### Aim of the task
Keep every line of the data below that has the string "Володарского" and present those lines.

### Information
[Start of section]
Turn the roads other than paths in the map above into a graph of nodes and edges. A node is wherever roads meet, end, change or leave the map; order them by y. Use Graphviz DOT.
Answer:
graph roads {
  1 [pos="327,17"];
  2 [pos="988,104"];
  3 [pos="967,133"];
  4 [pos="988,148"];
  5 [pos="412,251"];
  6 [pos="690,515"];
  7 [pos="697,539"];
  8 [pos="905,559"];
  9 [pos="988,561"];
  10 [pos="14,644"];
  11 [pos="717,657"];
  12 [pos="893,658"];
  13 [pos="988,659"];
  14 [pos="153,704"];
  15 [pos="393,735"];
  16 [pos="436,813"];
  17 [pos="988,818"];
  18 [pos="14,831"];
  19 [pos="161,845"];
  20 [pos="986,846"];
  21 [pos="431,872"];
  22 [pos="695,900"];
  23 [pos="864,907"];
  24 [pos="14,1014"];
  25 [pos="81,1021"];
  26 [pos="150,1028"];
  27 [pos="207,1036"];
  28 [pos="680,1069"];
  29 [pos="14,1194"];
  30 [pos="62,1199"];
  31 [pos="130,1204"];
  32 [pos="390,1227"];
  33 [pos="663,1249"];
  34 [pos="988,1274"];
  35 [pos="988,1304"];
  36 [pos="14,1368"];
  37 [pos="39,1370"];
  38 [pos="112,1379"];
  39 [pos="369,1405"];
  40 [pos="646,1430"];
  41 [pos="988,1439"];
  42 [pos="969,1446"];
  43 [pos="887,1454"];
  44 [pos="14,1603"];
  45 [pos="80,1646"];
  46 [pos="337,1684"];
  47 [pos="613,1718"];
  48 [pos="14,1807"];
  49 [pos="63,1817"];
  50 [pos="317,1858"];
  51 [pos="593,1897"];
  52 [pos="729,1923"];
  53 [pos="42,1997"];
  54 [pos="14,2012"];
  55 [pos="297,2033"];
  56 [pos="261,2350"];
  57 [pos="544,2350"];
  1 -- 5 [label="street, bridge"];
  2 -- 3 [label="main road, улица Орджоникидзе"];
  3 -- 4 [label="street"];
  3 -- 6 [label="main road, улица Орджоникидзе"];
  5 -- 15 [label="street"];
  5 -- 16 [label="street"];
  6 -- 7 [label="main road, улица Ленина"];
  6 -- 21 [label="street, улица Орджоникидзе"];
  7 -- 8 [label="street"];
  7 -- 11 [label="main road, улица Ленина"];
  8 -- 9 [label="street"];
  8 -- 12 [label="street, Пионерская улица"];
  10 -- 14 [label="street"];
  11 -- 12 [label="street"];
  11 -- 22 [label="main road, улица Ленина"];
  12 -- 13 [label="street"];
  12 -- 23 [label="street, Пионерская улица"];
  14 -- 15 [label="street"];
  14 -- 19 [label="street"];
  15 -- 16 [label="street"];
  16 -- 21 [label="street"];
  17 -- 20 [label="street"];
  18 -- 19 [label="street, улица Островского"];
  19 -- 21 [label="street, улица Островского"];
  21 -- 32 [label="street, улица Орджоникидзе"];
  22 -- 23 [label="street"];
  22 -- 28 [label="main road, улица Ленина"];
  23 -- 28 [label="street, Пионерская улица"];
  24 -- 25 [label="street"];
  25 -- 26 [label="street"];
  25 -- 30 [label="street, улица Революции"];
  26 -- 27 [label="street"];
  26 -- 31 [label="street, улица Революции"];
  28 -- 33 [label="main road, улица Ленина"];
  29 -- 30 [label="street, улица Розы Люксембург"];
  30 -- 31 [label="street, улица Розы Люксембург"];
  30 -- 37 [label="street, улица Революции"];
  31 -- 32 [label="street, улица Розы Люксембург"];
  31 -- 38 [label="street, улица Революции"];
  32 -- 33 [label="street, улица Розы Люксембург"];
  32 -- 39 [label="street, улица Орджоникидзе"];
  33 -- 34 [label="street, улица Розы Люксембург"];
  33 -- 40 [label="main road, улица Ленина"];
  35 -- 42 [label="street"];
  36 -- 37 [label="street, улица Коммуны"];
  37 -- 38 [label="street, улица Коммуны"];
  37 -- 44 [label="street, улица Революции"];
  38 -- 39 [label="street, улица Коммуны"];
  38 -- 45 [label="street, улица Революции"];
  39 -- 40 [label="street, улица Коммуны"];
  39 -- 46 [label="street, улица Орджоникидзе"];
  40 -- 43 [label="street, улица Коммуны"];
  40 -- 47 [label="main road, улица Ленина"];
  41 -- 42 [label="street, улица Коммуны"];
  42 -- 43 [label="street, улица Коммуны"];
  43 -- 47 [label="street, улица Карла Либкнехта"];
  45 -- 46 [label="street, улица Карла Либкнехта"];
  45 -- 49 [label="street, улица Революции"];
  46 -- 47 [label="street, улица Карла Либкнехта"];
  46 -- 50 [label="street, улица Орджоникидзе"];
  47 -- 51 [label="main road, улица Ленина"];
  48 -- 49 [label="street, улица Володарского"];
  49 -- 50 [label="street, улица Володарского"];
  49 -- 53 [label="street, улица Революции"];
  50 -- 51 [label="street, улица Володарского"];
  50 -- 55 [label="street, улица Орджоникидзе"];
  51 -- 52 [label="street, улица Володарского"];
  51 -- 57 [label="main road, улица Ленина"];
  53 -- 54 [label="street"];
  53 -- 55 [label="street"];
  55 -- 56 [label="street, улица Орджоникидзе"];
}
[End of section]
### Result of the exercise
  48 -- 49 [label="street, улица Володарского"];
  49 -- 50 [label="street, улица Володарского"];
  50 -- 51 [label="street, улица Володарского"];
  51 -- 52 [label="street, улица Володарского"];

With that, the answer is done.